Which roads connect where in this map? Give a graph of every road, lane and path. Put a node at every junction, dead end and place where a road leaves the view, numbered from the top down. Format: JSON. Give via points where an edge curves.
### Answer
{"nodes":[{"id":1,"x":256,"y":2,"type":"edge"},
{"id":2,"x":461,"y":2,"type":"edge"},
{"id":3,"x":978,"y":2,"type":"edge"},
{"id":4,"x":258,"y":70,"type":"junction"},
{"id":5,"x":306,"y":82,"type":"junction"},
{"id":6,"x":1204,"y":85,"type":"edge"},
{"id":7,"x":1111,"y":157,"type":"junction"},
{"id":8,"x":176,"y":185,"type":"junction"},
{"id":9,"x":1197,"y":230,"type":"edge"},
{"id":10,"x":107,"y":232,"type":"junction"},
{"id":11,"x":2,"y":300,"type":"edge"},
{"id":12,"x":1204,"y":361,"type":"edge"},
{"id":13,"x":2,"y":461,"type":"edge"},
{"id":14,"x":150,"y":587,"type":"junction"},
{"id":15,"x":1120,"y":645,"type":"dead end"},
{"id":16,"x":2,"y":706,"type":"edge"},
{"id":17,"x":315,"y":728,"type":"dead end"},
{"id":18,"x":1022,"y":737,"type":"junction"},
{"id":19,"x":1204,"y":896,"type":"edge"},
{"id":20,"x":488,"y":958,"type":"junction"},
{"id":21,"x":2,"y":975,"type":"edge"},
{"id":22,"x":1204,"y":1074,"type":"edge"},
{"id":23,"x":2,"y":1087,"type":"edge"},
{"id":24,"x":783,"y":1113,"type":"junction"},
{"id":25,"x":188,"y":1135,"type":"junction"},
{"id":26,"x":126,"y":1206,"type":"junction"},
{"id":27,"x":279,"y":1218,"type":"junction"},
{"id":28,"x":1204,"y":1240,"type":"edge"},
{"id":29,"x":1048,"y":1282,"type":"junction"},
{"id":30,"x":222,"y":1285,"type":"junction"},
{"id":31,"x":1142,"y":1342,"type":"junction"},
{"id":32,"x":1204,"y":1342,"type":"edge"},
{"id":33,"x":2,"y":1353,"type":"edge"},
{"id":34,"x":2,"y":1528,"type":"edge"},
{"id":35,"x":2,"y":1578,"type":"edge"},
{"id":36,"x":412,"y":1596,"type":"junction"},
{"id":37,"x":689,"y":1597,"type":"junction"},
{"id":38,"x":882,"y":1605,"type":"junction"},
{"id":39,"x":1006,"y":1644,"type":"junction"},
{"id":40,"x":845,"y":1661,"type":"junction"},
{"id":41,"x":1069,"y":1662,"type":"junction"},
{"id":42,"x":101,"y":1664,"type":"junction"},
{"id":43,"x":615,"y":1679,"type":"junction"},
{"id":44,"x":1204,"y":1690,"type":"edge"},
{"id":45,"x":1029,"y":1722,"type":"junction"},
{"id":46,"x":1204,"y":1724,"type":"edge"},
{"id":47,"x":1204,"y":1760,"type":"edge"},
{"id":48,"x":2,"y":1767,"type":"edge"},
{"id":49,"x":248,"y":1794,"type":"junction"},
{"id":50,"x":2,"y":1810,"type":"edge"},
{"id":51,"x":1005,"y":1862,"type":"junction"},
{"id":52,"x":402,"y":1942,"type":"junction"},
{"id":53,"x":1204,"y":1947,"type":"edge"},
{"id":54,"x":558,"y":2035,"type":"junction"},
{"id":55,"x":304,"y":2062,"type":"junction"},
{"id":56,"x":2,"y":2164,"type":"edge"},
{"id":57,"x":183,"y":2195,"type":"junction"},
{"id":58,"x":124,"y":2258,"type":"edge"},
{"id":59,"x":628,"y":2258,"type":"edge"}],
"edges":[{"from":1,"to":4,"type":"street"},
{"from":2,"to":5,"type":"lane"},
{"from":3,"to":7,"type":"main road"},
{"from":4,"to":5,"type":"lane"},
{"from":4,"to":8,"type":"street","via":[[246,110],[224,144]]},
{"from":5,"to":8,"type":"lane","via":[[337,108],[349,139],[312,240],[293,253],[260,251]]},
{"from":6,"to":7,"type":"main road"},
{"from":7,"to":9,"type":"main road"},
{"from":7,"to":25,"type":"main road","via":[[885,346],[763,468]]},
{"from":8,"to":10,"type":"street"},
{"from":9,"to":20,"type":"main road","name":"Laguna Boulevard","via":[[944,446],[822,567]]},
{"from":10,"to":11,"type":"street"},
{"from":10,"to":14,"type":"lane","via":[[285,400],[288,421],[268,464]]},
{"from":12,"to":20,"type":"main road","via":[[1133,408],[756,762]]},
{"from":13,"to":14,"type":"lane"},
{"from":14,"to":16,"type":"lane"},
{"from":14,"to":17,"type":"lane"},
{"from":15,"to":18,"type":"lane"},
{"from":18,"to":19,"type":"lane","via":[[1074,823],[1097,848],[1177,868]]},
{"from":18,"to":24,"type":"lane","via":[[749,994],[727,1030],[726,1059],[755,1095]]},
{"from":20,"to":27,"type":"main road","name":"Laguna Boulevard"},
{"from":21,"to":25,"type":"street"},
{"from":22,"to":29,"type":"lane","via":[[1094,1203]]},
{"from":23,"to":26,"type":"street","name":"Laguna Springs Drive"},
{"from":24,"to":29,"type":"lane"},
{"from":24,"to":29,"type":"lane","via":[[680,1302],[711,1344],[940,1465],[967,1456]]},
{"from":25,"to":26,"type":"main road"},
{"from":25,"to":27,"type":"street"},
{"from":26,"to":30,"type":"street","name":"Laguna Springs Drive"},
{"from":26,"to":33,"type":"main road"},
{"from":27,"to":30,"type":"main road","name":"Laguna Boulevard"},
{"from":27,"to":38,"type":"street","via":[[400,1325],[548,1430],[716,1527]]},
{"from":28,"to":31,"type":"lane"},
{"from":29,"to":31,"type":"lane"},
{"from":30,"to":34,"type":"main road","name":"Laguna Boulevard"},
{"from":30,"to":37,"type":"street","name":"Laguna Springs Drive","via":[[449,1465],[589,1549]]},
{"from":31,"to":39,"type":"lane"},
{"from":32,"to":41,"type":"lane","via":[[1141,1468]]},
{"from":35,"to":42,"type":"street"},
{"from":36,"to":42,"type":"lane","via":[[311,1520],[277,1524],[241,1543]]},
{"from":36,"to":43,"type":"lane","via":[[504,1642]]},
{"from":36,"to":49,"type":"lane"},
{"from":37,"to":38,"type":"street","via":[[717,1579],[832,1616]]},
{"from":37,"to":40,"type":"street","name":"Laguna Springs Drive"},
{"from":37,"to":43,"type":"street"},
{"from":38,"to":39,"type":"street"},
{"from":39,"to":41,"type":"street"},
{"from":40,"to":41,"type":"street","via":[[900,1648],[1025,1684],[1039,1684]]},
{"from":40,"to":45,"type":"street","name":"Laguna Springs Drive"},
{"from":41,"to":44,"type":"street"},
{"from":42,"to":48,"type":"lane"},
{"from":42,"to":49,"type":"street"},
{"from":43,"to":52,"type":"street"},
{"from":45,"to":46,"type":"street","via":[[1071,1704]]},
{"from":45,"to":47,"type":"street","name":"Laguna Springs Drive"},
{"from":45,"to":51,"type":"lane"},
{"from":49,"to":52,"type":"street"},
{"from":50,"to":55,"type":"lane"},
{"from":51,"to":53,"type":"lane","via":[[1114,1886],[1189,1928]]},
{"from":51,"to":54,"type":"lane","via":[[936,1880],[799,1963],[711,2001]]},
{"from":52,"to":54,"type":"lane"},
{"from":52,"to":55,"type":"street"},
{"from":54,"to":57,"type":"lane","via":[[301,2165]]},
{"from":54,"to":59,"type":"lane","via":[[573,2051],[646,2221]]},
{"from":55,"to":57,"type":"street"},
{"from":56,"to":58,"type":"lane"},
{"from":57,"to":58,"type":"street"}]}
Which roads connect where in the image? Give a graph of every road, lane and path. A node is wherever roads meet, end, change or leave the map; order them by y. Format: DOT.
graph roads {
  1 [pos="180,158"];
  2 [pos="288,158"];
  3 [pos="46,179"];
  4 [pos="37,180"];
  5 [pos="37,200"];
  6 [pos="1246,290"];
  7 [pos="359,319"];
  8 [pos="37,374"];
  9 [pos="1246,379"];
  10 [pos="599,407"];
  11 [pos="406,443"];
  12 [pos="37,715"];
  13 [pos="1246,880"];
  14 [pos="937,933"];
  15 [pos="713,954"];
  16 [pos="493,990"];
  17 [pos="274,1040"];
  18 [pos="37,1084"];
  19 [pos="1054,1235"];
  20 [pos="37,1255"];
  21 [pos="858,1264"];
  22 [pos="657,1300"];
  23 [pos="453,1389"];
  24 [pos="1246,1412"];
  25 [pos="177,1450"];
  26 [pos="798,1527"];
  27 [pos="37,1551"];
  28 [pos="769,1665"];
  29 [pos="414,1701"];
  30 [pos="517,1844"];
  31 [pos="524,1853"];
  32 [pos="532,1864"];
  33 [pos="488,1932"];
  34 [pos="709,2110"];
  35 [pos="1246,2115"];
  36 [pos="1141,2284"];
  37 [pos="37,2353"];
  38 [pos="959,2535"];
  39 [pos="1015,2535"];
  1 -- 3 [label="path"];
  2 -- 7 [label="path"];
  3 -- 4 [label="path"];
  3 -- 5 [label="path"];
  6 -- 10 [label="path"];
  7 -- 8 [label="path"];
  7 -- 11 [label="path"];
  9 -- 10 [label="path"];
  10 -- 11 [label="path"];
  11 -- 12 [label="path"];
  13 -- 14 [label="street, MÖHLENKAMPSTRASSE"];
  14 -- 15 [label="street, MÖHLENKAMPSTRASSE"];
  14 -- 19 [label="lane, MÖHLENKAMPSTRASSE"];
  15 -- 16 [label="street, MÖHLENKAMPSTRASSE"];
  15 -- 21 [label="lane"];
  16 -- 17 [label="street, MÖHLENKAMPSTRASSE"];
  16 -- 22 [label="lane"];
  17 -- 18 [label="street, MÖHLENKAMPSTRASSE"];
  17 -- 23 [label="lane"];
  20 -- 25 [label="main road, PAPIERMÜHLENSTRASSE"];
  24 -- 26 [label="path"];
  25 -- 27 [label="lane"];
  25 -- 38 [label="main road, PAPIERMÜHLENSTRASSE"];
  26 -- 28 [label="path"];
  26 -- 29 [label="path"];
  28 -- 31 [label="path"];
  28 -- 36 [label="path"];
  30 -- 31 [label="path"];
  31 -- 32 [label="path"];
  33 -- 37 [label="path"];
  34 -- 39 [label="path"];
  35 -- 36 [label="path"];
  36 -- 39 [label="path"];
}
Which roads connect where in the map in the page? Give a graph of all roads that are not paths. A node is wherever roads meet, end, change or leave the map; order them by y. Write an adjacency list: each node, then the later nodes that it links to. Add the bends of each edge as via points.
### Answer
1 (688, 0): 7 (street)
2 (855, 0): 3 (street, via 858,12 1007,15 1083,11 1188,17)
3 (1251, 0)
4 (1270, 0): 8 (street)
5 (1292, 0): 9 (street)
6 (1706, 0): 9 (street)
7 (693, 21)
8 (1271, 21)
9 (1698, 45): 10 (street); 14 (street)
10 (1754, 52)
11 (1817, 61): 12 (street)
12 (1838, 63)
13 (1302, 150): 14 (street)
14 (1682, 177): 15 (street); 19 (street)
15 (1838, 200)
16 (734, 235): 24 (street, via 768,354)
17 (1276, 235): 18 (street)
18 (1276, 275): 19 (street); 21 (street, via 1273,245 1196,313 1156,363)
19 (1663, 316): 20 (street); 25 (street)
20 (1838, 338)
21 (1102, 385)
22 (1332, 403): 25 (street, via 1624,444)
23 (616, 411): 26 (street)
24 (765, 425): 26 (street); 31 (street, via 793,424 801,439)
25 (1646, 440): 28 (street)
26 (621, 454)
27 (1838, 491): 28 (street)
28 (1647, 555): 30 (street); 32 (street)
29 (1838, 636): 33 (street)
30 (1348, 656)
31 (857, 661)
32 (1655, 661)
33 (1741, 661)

◆ **Exercise requirements**
Wherever a line above contains the string "meet", count it; then give the total alone.

◆ **Output below**
2